[Task prompt]: From the line containing "wrist: (85, 815)" through the last line of the records below, each line is to be repeated exactly; pictures are to be omitted.

[Entries provided]:

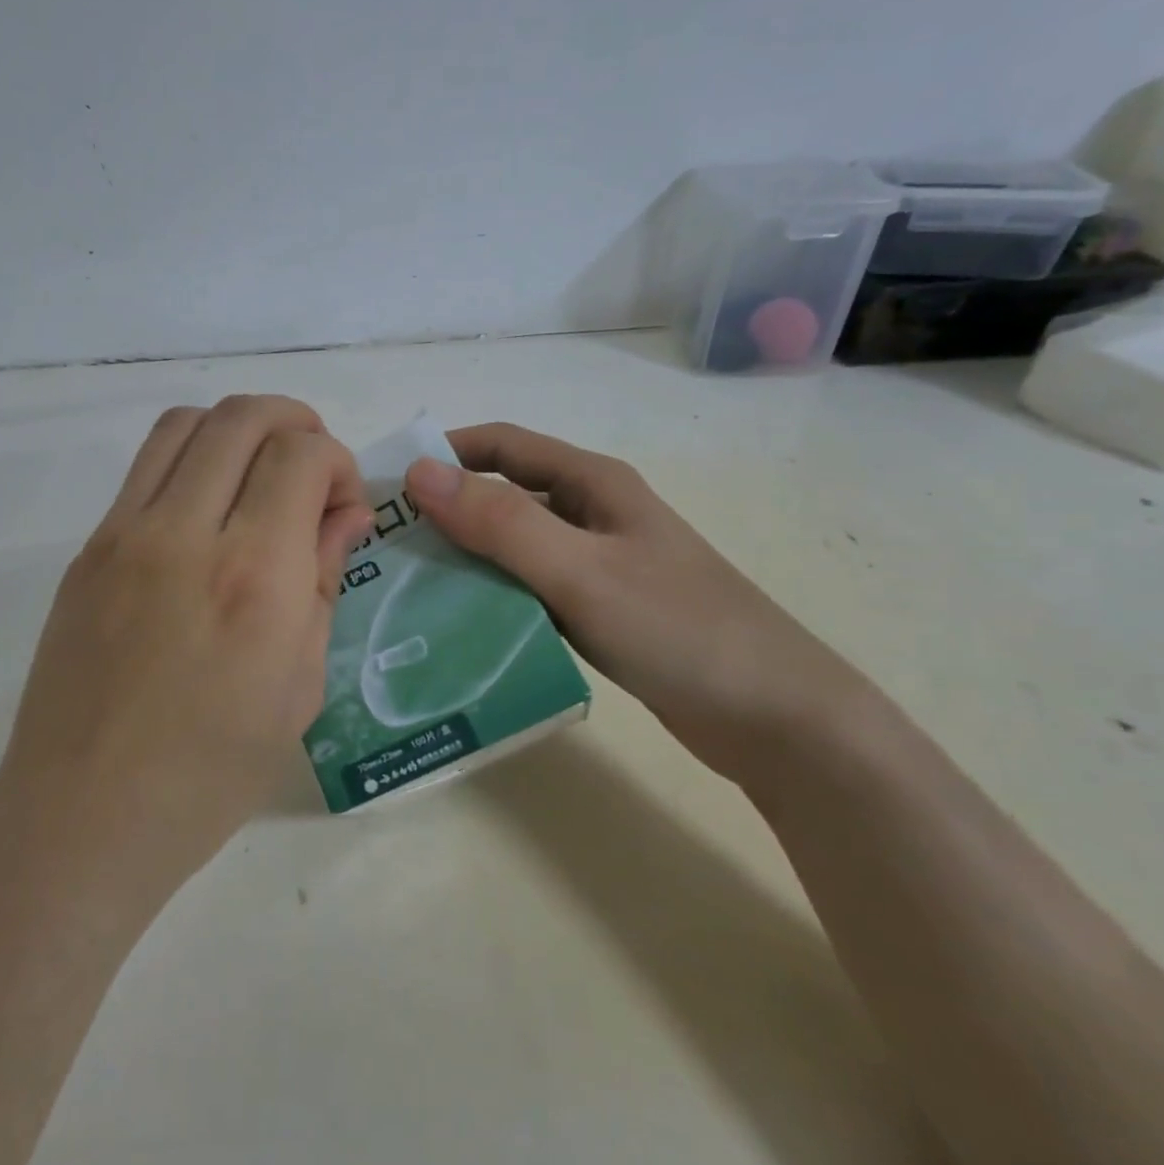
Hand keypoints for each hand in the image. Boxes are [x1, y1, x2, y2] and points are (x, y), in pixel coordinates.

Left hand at [0, 395, 372, 883]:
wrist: (85, 815)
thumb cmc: (210, 771)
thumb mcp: (299, 687)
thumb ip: (323, 582)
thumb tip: (345, 514)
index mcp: (253, 577)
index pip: (301, 455)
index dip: (336, 462)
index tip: (342, 506)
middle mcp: (185, 534)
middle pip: (242, 416)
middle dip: (294, 422)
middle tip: (310, 471)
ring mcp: (124, 534)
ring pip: (185, 423)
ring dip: (236, 430)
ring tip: (257, 476)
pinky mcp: (88, 549)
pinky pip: (145, 468)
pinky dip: (190, 462)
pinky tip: (206, 515)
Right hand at [404, 423, 874, 786]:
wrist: (777, 719)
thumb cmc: (679, 629)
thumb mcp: (579, 570)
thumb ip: (499, 522)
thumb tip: (417, 474)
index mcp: (592, 483)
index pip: (500, 445)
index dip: (443, 454)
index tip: (387, 487)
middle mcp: (591, 514)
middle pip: (502, 497)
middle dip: (445, 513)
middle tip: (386, 550)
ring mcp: (598, 565)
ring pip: (514, 547)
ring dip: (465, 559)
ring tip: (409, 590)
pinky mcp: (600, 611)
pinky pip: (530, 590)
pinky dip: (494, 598)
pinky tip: (461, 627)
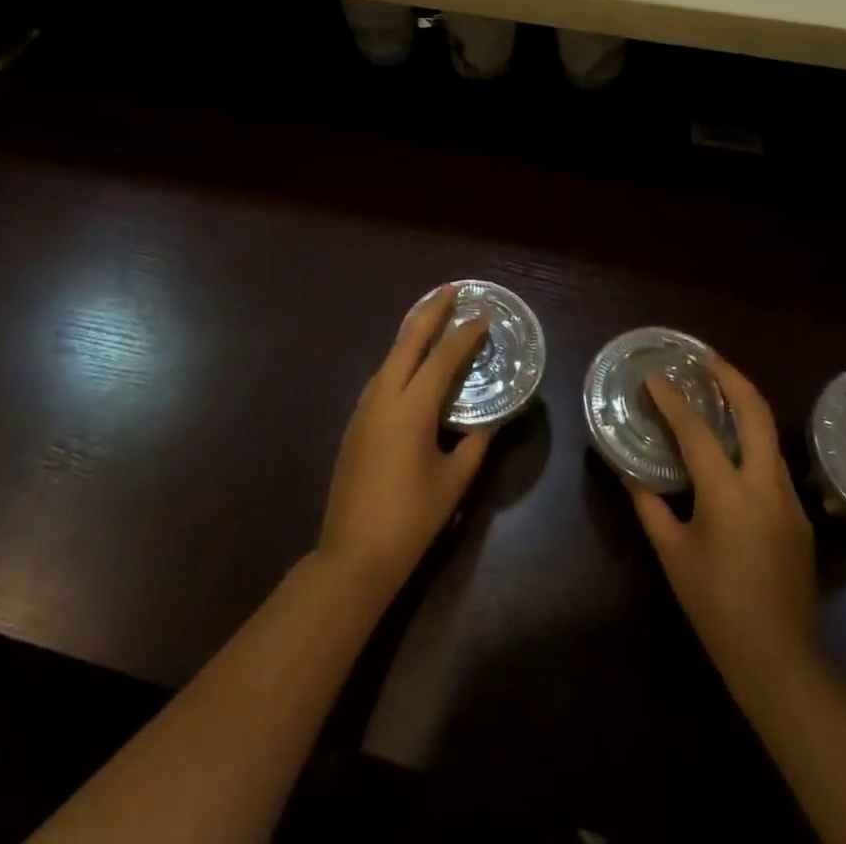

[Answer box]:
wrist: (85, 815)
thumb cmc: (210, 771)
thumb mcp: (299, 687)
thumb ip: (323, 582)
thumb tip: (345, 514)
index mcp: (253, 577)
index pip: (301, 455)
index dip: (336, 462)
index tip: (342, 506)
middle mcp: (185, 534)
middle pip: (242, 416)
middle dip: (294, 422)
middle tip: (310, 471)
ring mcp: (124, 534)
ring pip: (185, 423)
ring dip: (236, 430)
ring tip: (257, 476)
pinky mcp: (88, 549)
pinky pip: (145, 468)
pinky dip: (190, 462)
pinky tip: (206, 515)
Right hand at [404, 423, 874, 786]:
wrist: (777, 719)
thumb cmc: (679, 629)
thumb mcp: (579, 570)
thumb ip: (499, 522)
thumb tip: (417, 474)
index mcp: (592, 483)
index pip: (500, 445)
index dip: (443, 454)
index tip: (387, 487)
middle mcp: (591, 514)
middle pip: (502, 497)
middle dip: (445, 513)
middle tip: (386, 550)
ring mcp: (598, 565)
ring pip: (514, 547)
ring dip: (465, 559)
ring tip: (409, 590)
pinky mcp: (600, 611)
pinky pip: (530, 590)
pinky dip: (494, 598)
pinky tip: (461, 627)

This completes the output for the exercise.